Whereas the first Queen Elizabeth is credited with embarking on building an empire, this queen’s reign has seen the Union Jack taken down from government buildings across the world. Although the Commonwealth of Nations and its friendly games (most recently held in Birmingham) put a nice shine on it today, the whole process was grudging and reluctant and fraught with violence, especially in Malaya, Cyprus, Kenya and the breakaway state of Rhodesia.
Decolonisation took place against the backdrop of American super power and the so-called special relationship. This saw the disastrous Suez invasion, the eviction of the Chagos Islanders to facilitate the US base of Diego Garcia, Reagan’s invasion of the commonwealth country of Grenada and Clinton grant Gerry Adams a visa and eventually cajole a peace agreement into being in Northern Ireland.
The queen has put a lot of her time into keeping the commonwealth together — its members are now mainly republics, the most recent being Barbados. Its purpose in the world is rather nebulous and these days it includes countries such as Rwanda and Mozambique that were never ruled by Britain.
The queen’s political influence was supposedly negated by the principle that she reigned but did not rule. In other words, she signed into law the policies of the government of day of whatever hue. However, when it came to the integrity of her realms, it was quite another matter.
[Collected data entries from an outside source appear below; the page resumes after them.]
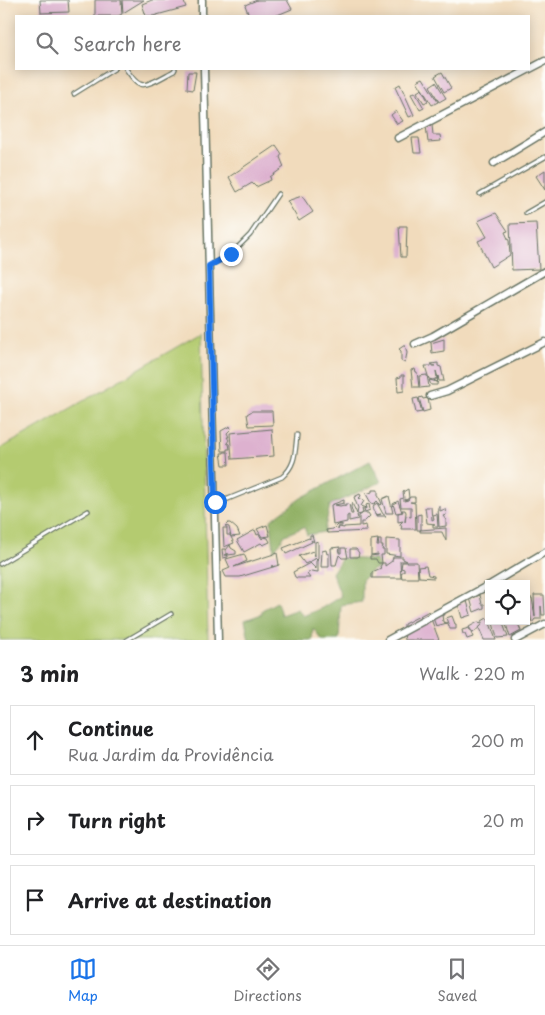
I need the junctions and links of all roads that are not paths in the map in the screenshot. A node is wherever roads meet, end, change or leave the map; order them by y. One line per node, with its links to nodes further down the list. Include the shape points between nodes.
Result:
1 (202, 0): 2 (street)
2 (202, 15)
3 (545, 61): 4 (street)
4 (530, 69)
5 (112, 70): 10 (lane)
6 (127, 70): 7 (lane, via 140,84 146,85)
7 (173, 70)
8 (204, 70): 19 (street)
9 (528, 70): 12 (street)
10 (74, 94)
11 (545, 132): 14 (street)
12 (398, 138)
13 (545, 157): 16 (lane)
14 (494, 163)
15 (278, 194): 19 (lane, via 250,235 231,254)
16 (480, 194)
17 (545, 202): 18 (lane)
18 (526, 213)
19 (209, 266): 25 (street)
20 (545, 271): 22 (street)
21 (545, 342): 23 (street, via 448,391)
22 (415, 344)
23 (430, 396)
24 (297, 435): 25 (lane, via 294,462 282,477)
25 (215, 502): 34 (street)
26 (88, 511): 28 (lane)
27 (545, 552): 29 (street)
28 (0, 564)
29 (497, 580)
30 (485, 587): 35 (street)
31 (171, 614): 33 (lane)
32 (545, 624): 36 (street)
33 (127, 640)
34 (218, 640)
35 (388, 640)
36 (515, 640)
She saw her eldest son invested as Prince of Wales at Caernarfon castle in 1969 amid efforts to stave off Welsh nationalism; she was perturbed by devolution for Scotland when it was first planned and more recently made her feelings known on the Scottish Independence referendum on her way to church; in Canadian affairs she was concerned about Québec’s quest for freedom and in Northern Ireland she went so far as to meet Martin McGuinness, who had been the IRA’s chief of staff at time of the assassination of her cousin Lord Louis Mountbatten.
The queen’s actions in aid of reconciliation in Northern Ireland were carefully choreographed, including when she famously crossed the road in Enniskillen from the Church of Ireland Cathedral to shake hands with Mgr Peter O’Reilly, the Catholic parish priest.

Part of the same process was the 2011 state visit to the Republic and the normalisation of relations between Britain and Ireland. The queen had long-standing relations with Ireland, especially through horses and their trainers and jockeys. President Mary McAleese worked hard to bring the visit about, beginning by joining hands with the queen at the opening of the Messines Peace Park in 2004.
Few will forget the wreath laying at the Garden of Remembrance, Prince Philip and the pint of Guinness, the state dinner at Dublin Castle and her cúpla focail, the visit to the National Stud and the reception in Cork and its English Market where the city’s earlier royalist sentiments suddenly reappeared in full view.

This was topped off by the return state visit of President Michael D Higgins in 2014.
Sadly, political relations have frayed since because of the 2016 referendum, Britain’s subsequent departure from the European Union and the dispute over the Northern Ireland protocol.
The queen’s death has been a shock because she reigned so long. There was similar disorientation when Queen Elizabeth I and Queen Victoria died. Their matriarchal roles doubtless compounded such feelings. A source of stability might be lost but new reigns also bring fresh starts in lots of different ways.
A Scottish king and a playboy prince ascended the throne on the earlier occasions; this time it is the turn of an environmentalist king.